Secondly, if they do want to become evangelists, you probably don’t want to encourage them to do this – either because of the tedious bore factor mentioned above, or because they will come across as strange.  There are people so passionate about Coca-Cola that they buy red cars and paint Coke logos on them (I know this to be true for I have seen them on Facebook).   However, we don’t make ads about these people because the rest of us see them as weird, and Coke doesn’t want to suggest it is a brand for weirdos.

So what do you do with these people if you can’t increase their number or use them as brand ambassadors?  What you do is work out how they can help you do your business.  These might want to be the people to involve in new product design for example but their importance in this respect is defined by the knowledge and interest in your brand, not by their digital influence.

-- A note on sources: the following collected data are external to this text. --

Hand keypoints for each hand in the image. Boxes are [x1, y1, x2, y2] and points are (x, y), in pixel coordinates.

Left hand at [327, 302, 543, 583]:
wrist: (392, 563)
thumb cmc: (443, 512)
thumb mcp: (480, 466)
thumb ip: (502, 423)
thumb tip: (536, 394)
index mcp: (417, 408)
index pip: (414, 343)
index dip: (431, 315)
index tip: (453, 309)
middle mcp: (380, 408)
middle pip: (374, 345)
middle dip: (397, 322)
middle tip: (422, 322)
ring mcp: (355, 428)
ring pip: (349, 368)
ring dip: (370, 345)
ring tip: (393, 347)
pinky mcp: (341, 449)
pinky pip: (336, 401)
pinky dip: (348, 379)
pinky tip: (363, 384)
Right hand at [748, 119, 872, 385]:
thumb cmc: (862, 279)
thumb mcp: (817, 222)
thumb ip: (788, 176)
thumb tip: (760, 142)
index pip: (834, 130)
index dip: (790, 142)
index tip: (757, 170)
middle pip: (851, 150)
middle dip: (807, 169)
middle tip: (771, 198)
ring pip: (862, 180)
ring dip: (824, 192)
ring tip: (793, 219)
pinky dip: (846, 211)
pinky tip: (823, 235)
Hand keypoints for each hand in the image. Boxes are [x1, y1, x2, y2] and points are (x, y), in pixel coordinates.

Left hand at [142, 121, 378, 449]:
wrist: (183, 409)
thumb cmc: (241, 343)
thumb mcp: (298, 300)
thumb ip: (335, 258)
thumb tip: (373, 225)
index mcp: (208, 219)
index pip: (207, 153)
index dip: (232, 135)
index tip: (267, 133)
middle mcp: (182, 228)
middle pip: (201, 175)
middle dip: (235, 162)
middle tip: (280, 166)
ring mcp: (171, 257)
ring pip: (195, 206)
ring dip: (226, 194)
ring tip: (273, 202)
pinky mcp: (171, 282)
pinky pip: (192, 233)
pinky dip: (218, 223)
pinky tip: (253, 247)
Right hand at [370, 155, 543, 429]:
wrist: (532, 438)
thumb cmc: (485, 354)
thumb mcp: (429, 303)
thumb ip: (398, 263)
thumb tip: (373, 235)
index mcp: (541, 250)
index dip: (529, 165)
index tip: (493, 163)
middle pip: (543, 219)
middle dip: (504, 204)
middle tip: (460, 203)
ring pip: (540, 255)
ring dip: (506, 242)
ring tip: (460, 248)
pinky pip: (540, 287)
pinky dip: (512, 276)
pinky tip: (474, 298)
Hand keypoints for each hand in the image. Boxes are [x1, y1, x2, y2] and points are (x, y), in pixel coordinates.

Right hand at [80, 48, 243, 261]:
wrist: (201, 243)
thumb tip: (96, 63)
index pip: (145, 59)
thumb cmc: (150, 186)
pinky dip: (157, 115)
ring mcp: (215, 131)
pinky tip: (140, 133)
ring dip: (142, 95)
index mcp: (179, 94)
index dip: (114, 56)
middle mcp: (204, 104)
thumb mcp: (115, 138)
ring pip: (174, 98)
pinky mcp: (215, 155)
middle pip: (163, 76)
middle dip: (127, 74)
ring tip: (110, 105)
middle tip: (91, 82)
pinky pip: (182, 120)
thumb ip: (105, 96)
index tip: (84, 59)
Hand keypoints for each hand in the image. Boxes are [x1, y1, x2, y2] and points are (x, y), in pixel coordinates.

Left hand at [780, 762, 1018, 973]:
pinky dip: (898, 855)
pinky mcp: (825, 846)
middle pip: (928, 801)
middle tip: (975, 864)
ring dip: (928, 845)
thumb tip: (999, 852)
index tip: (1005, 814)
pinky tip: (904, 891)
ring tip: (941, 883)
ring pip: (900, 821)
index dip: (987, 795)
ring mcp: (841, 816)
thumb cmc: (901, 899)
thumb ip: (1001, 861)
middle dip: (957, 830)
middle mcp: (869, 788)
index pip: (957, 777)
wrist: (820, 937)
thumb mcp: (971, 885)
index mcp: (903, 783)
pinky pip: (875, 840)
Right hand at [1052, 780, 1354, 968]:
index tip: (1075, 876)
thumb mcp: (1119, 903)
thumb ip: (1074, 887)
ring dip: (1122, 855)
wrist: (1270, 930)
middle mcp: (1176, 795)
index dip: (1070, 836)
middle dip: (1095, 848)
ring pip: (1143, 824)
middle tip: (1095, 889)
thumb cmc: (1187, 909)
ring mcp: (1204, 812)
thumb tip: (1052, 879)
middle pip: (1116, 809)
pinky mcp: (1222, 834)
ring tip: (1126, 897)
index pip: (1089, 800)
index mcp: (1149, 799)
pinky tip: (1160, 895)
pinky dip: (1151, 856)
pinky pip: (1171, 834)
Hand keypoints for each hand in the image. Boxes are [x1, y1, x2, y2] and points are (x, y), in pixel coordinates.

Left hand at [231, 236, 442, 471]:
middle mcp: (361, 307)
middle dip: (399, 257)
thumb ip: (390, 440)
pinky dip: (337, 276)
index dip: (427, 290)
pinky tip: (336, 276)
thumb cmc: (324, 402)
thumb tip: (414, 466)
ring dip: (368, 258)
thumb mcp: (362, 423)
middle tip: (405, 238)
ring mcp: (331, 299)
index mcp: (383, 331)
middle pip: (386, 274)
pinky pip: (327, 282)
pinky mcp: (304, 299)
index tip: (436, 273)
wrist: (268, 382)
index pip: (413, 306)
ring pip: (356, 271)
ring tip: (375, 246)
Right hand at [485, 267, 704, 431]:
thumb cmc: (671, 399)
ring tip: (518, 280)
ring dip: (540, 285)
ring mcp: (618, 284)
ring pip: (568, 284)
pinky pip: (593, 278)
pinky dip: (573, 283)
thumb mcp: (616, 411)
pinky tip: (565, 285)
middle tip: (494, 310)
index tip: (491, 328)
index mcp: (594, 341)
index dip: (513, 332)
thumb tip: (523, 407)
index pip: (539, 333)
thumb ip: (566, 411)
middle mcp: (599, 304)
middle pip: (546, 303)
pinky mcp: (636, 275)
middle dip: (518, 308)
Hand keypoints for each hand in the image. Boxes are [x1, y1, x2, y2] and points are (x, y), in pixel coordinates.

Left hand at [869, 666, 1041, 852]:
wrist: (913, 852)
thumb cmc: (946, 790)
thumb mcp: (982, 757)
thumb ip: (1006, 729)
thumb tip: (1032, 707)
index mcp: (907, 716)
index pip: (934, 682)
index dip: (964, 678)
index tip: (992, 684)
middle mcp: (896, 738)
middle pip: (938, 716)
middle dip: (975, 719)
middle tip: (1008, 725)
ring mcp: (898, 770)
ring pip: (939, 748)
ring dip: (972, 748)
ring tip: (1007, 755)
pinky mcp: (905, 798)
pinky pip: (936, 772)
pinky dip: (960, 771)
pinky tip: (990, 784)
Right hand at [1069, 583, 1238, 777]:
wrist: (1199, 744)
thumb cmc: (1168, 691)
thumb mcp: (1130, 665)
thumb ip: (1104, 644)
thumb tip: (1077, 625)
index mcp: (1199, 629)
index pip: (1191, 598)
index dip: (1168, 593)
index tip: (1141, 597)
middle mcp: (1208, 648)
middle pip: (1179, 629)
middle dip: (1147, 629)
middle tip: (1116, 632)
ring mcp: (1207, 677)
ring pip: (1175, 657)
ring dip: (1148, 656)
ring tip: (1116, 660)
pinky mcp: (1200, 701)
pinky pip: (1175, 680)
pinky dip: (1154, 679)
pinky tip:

Finally, it is also quite likely that there may be communities, rather than individuals, who are genuinely digitally influential.  danah boyd has written this very interesting post on how the Kony 2012 video became viral and the role of cultivated communities of young people who fueled the process. Critically though, the focus on these groups was on the creation of the necessary incentive (behaviours and context again) to spread the message, rather than just seeing them as an un-questioning channel.  To digress slioghtly, I am already of the view that the community is the new individual.   Social media is eroding organisations’ ability to isolate individuals and deal with them in sealed boxes as people discover the power that comes from the ability to connect and share experience.  People will only be prepared to engage with organisations within the context of a relevant community, because this context gives them power (but that is another story / as-yet-unwritten post).

So there it is.  The digitally important people are not the same as the digitally influential people.  And even the digitally influential are not actually that influential.  So we can all relax about Klout scores and instead get on with the much more profitable business of focusing on the important people, these being the people that represent your consumers or customers, not those who (supposedly) influence them.

P.S. I haven’t touched on the issue of social profiling.  But if I am right about influence, it means that social profiling should focus not on profiling people according to influence, but profiling according to behaviours and context.  And this profiling information will only be commercially important if it remains hidden and available only to the organisation building the profile.  You don’t want generic Google Goggles to tell you someone has a high influencer score, you want a bespoke set of goggles (an algorithm) that will tell you if someone is, for example, a good credit risk based on the ability to reference a person’s network of friends and cross reference this with a database of credit defaulters.  That’s the issue Jason Falls et al need to be looking at, because social data is already being used in this way – it is what I call ‘listening to data’ as distinct from ‘listening to people’.  Whilst it uses social data, it is a very anti-social phenomenon (see Huffington Post piece on this).